There it is. The bad word. When I was a girl I had this vision in mind, of how female feminists look like. Mainly I believed (cause that´s what society told) that they all were bitter, short haired women, bad figure, no chance to get a man, flat bosoms and a mustage becuz of too much testosteron. Basically they would be all lesbians and men haters.

Who doesn´t want to be that kind of woman when grown up? Not this chick!!

Also, I felt always very comfortable as woman, I mean, I was reeeeally happy not being a man.
So.. how do you become a feminist? What does that mean at all? Is there THE prototype of THE FEMINIST? And is it important anyways?

The thing is, if you truely fully wanna embrace yourself as a woman, then you cannot get around becoming a bit of a feminist. There are several ways how you end up waking up as woman.
Well.. in our western society it is sometimes tricky. We are not REALLY suffering.
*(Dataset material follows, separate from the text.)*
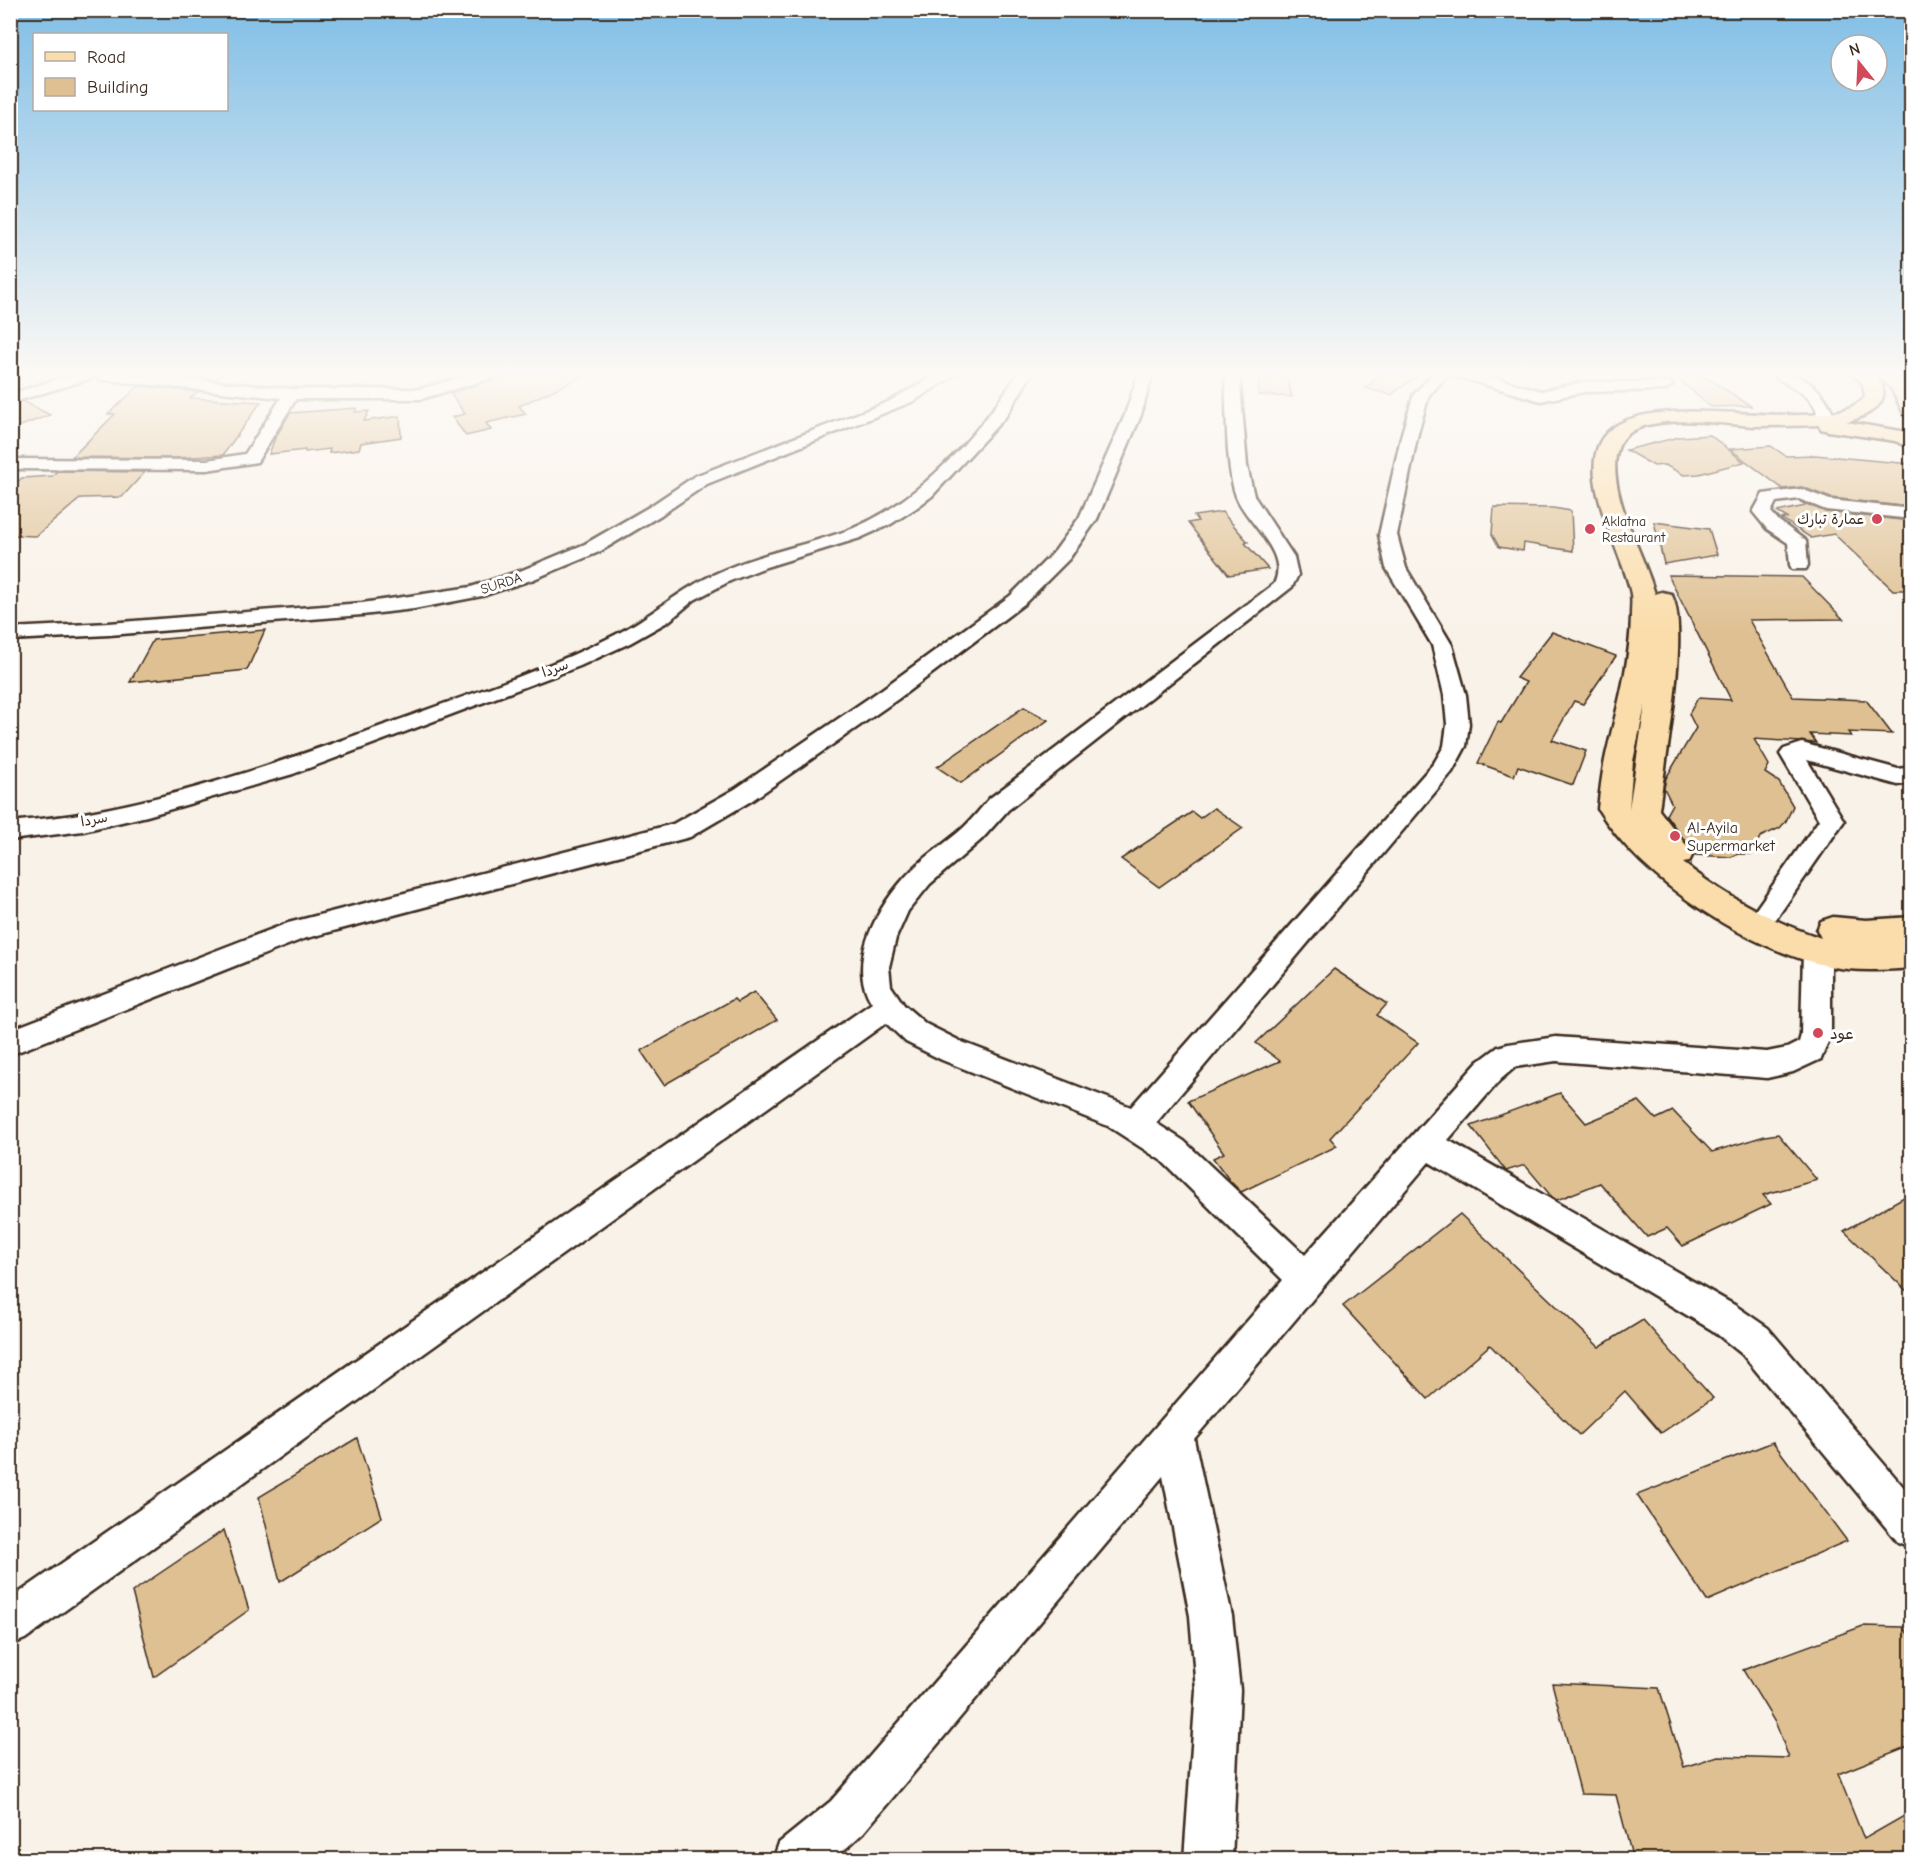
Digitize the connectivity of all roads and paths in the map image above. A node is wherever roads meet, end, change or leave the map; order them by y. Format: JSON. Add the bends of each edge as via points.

When we just give in to the known system, a woman can have it extremely cozy. The prize? Something too many women are willing to pay: to be still a little patronized. Still accepting that they depend financially on a man. Looking up to sissies. Acting as if they were nothing without a man, when every woman could do the same things without any problem by themself. The more you look into it, it becomes a painful farce. And if you don´t wanna act that way anymore: welcome little feminist. You little rascal you!! 😀
And sometimes a man wakes you up. There are some great men out there who form brilliant feminsts out of their partners. Cause that men are so awful that a woman cannot grow differently then evolving a deep inner need to stand up for herself and rise above the shit. Only other way would be to give in and die. These guys are like plantages for future feminists. They never stay forever in relationships, they may even whine that they were left every fucking time. But every girlfriend/wife they leave behind, I tell you: great feminists.
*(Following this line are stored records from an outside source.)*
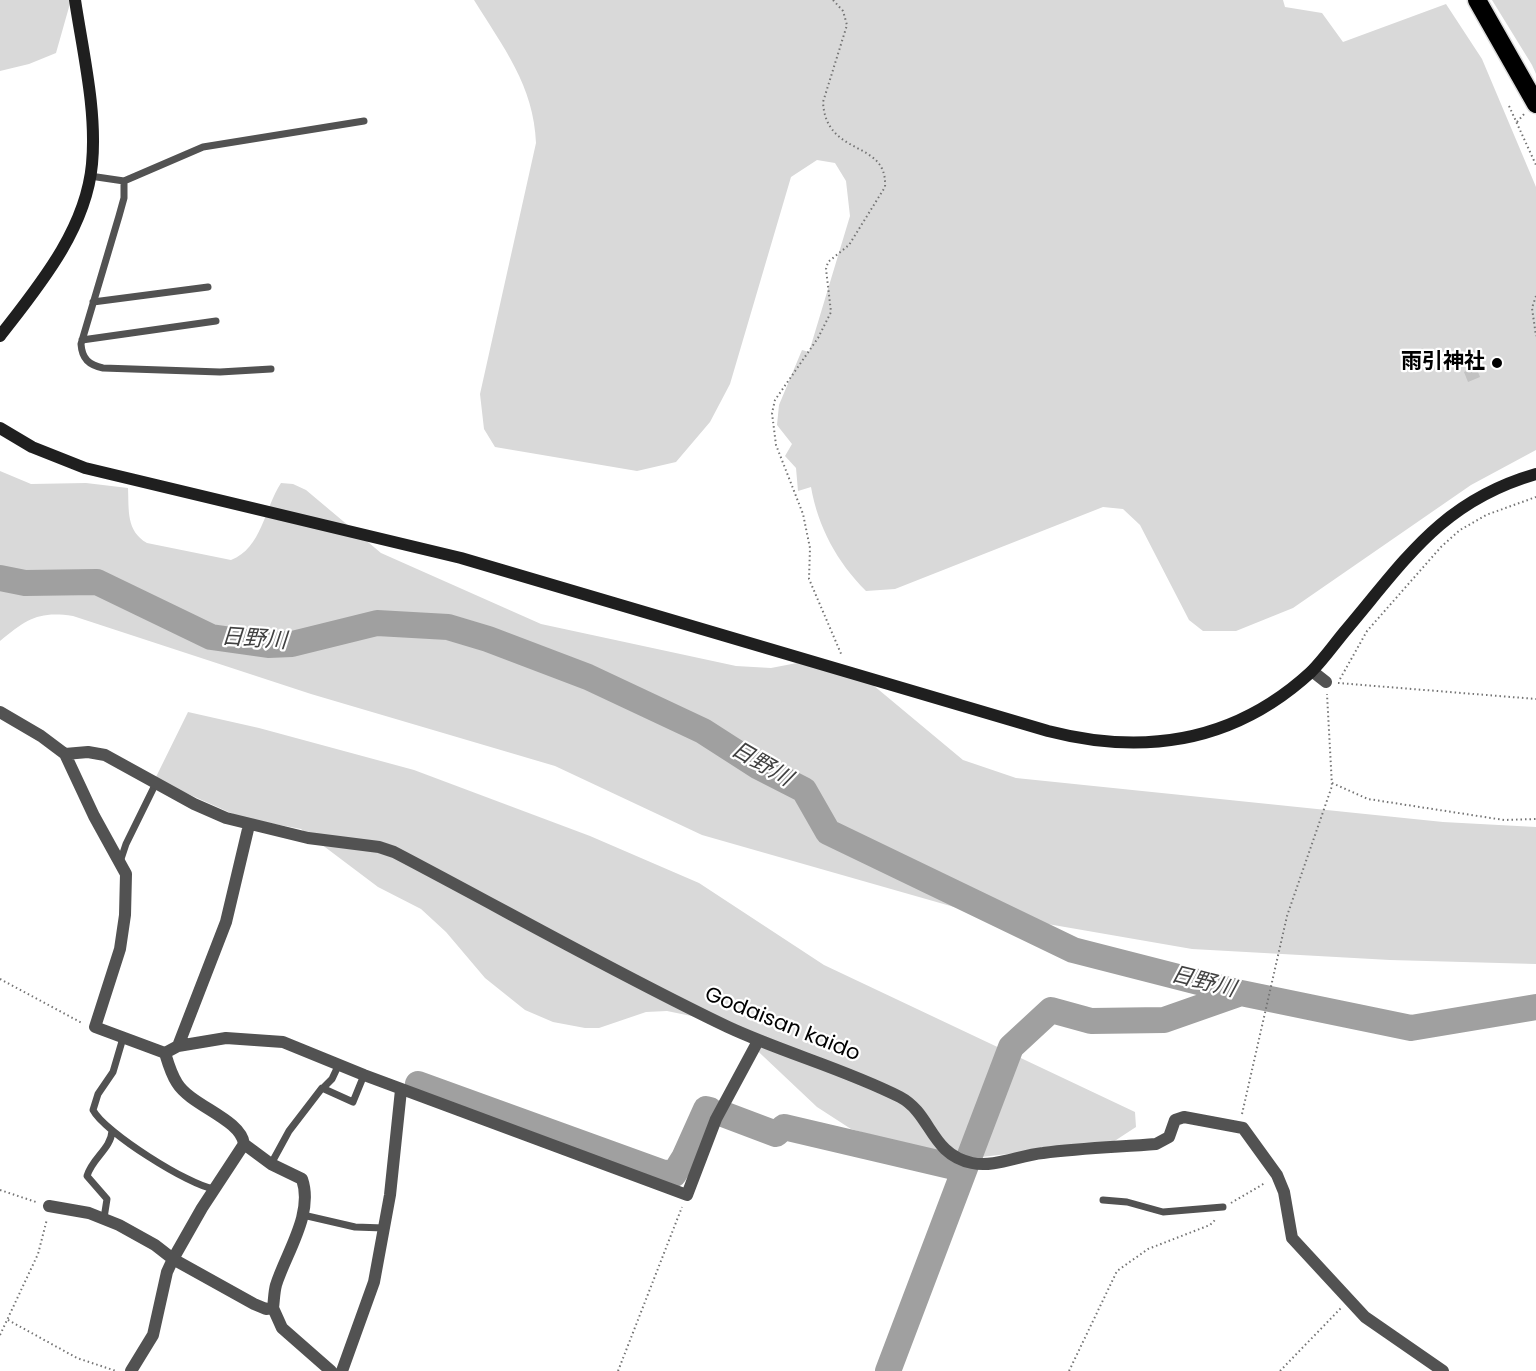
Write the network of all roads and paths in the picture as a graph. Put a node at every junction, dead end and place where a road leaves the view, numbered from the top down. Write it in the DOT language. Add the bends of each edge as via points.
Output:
graph roads {
  1 [pos="75,0"];
  2 [pos="833,0"];
  3 [pos="1477,0"];
  4 [pos="1509,106"];
  5 [pos="1530,109"];
  6 [pos="364,121"];
  7 [pos="1517,122"];
  8 [pos="1536,165"];
  9 [pos="90,176"];
  10 [pos="124,181"];
  11 [pos="208,288"];
  12 [pos="1536,296"];
  13 [pos="93,303"];
  14 [pos="216,321"];
  15 [pos="0,336"];
  16 [pos="1536,336"];
  17 [pos="82,340"];
  18 [pos="271,369"];
  19 [pos="0,428"];
  20 [pos="1536,474"];
  21 [pos="1536,497"];
  22 [pos="1312,671"];
  23 [pos="849,672"];
  24 [pos="1326,682"];
  25 [pos="1536,699"];
  26 [pos="0,712"];
  27 [pos="65,754"];
  28 [pos="156,783"];
  29 [pos="1332,783"];
  30 [pos="1536,819"];
  31 [pos="249,825"];
  32 [pos="120,862"];
  33 [pos="0,979"];
  34 [pos="95,1027"];
  35 [pos="123,1038"];
  36 [pos="758,1041"];
  37 [pos="178,1046"];
  38 [pos="165,1053"];
  39 [pos="339,1064"];
  40 [pos="364,1075"];
  41 [pos="323,1088"];
  42 [pos="401,1089"];
  43 [pos="1243,1128"];
  44 [pos="112,1131"];
  45 [pos="244,1144"];
  46 [pos="271,1164"];
  47 [pos="1277,1175"];
  48 [pos="214,1189"];
  49 [pos="0,1190"];
  50 [pos="687,1196"];
  51 [pos="1103,1200"];
  52 [pos="49,1206"];
  53 [pos="1224,1207"];
  54 [pos="303,1215"];
  55 [pos="104,1218"];
  56 [pos="384,1228"];
  57 [pos="173,1259"];
  58 [pos="1349,1300"];
  59 [pos="273,1308"];
  60 [pos="8,1320"];
  61 [pos="0,1335"];
  62 [pos="116,1371"];
  63 [pos="131,1371"];
  64 [pos="331,1371"];
  65 [pos="342,1371"];
  66 [pos="618,1371"];
  67 [pos="1070,1371"];
  68 [pos="1280,1371"];
  69 [pos="1443,1371"];
  1 -- 9 [label="street" via="92,134"];
  2 -- 23 [label="path" via="848,25 823,102 824,116 834,134 876,159 886,178 885,187 849,246 828,262 831,312 775,400 772,413 776,445 803,514 810,548 809,579"];
  3 -- 5 [label="highway"];
  4 -- 7 [label="path"];
  5 -- 7 [label="path"];
  6 -- 10 [label="lane" via="203,147"];
  7 -- 8 [label="path"];
  9 -- 10 [label="lane"];
  9 -- 15 [label="street" via="67,240 37,289"];
  10 -- 13 [label="lane" via="124,198"];
  11 -- 13 [label="lane"];
  12 -- 16 [label="path" via="1532,308"];
  13 -- 17 [label="lane"];
  14 -- 17 [label="lane"];
  17 -- 18 [label="lane" via="84,359 92,366 104,368 220,372"];
  19 -- 23 [label="street" via="32,447 85,468 461,558"];
  20 -- 22 [label="street" via="1476,497 1446,518 1395,570"];
  21 -- 25 [label="path" via="1486,515 1441,547 1366,631 1337,683"];
  22 -- 23 [label="street" via="1264,707 1239,720 1178,740 1132,744 1084,740"];
  22 -- 24 [label="street"];
  24 -- 29 [label="path"];
  26 -- 27 [label="street"];
  27 -- 28 [label="street, Godaisan kaido" via="105,755"];
  27 -- 32 [label="street"];
  28 -- 31 [label="street, Godaisan kaido" via="204,809"];
  28 -- 32 [label="lane"];
  29 -- 30 [label="path" via="1368,799 1504,820"];
  29 -- 43 [label="path" via="1287,916 1241,1116"];
  31 -- 36 [label="street, Godaisan kaido" via="394,852"];
  31 -- 37 [label="street" via="226,922"];
  32 -- 34 [label="street" via="126,874 120,949"];
  33 -- 34 [label="path" via="74,1020"];
  34 -- 35 [label="street"];
  35 -- 38 [label="street"];
  35 -- 44 [label="lane" via="113,1072 98,1094 93,1110"];
  36 -- 43 [label="street, Godaisan kaido" via="847,1072 904,1099 943,1149 968,1162 987,1165 1043,1153 1156,1144 1169,1137 1175,1120 1184,1118"];
  36 -- 50 [label="street" via="716,1119"];
  37 -- 38 [label="street"];
  37 -- 39 [label="street" via="226,1038 263,1039 283,1042"];
  38 -- 45 [label="street" via="177,1085 238,1130"];
  39 -- 40 [label="street"];
  39 -- 41 [label="lane"];
  40 -- 41 [label="lane" via="353,1102"];
  40 -- 42 [label="street"];
  41 -- 46 [label="lane" via="289,1131"];
  42 -- 50 [label="street"];
  42 -- 56 [label="street"];
  43 -- 47 [label="street"];
  44 -- 48 [label="lane" via="186,1179"];
  44 -- 55 [label="lane" via="111,1142 87,1176 107,1199"];
  45 -- 46 [label="street"];
  45 -- 48 [label="street"];
  46 -- 54 [label="street" via="302,1179"];
  47 -- 53 [label="path"];
  47 -- 58 [label="street" via="1292,1238"];
  48 -- 57 [label="street"];
  49 -- 52 [label="path"];
  50 -- 66 [label="path"];
  51 -- 53 [label="lane" via="1163,1212"];
  52 -- 55 [label="street"];
  52 -- 60 [label="path" via="38,1254"];
  53 -- 67 [label="path" via="1210,1225 1148,1249 1117,1271"];
  54 -- 56 [label="lane" via="355,1227"];
  54 -- 59 [label="street" via="275,1286"];
  55 -- 57 [label="street"];
  56 -- 65 [label="street" via="374,1282"];
  57 -- 59 [label="street" via="254,1304"];
  57 -- 63 [label="street" via="153,1335"];
  58 -- 68 [label="path"];
  58 -- 69 [label="street" via="1365,1317"];
  59 -- 64 [label="street" via="282,1328"];
  60 -- 61 [label="path"];
  60 -- 62 [label="path" via="77,1358"];
}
So.. am I a feminist? Probably I am not enough fighting for the global fight to free woman. But everything starts with ourself. So yes, I became a feminist. And how did I become it? I guess it was a mixture. Observing society and my role in it. And I had the pleasure to stumble over such awful specimen of feminist-creator who made me evolve a strong will to set my borders as woman. As human being.
So yeah.. here I am. A feminist in a way. And what does that mean now for my life: that I realize that this society is formed as it is. And that even the good men are formed by the old stereotypes. Even when they deny it.
The implicitness of men, how they take things for granted. The guilt that women still get taught for things a man would not even waste a thought of. All this machoism that is still disguised as nobleness and good will of man.
I cannot bow down anymore.
Another sad thing of the time: it is hard to find a man not messed up by the porn-industry. Cause believe it or not: the porn industry doesn´t know a shit about good sex. Exciting sex. Overnatural sex. SENSUAL sex!!
All these guys can think off is sad poor little dirty sex where they feel a kind of pityful might over a “thing” they call woman. The real great sex.. you will not experience with these messed up dutes. IT IS A SHAME!
The end resume is: there seems to be no man I would feel really free with. Maybe they exist. And maybe I will find. But right now I would say: the prize is too high.
May he will come who proof me wrong. Dare me haha. But I rather would cut of my leg then to end up again in a relationship like I was recently in.

And I am surprisingly happy with my situation. I enjoy freedom. Also I found a kind of love in it. In a free way. Without commitment. I just experienced and enjoyed it lately. And maybe thats a way for now. Having some “casual love” once in a while and enjoying life free as a bird. Without any catch.
That way, life as a free woman isn´t so bad at all.

And maybe society is this way now as it is. Maybe it is changing slowly. And my generation is the inbetween thing. I can imagine that Romi – growing up (thankfully) without her father, just learning how to be a free thinking and acting woman – she will be a implicit free woman without even knowing how free she is. That´s how it should be.

So today we thankfully live in a time, where feminists are not anymore defined as ugly lesbians. We are defined by our opened eyes.

And this I celebrate!

Xox, Mimi

Ps.: And no, I don´t hate guys in general. I totally like guys. I just came to conclusion, that I don´t want to grant an advance of acknowledging the greatness of his manhood. Proof me first, also respect my greatness of womanhood, be loyal and of integrity. And we can live in mutual adoration, kindness and love.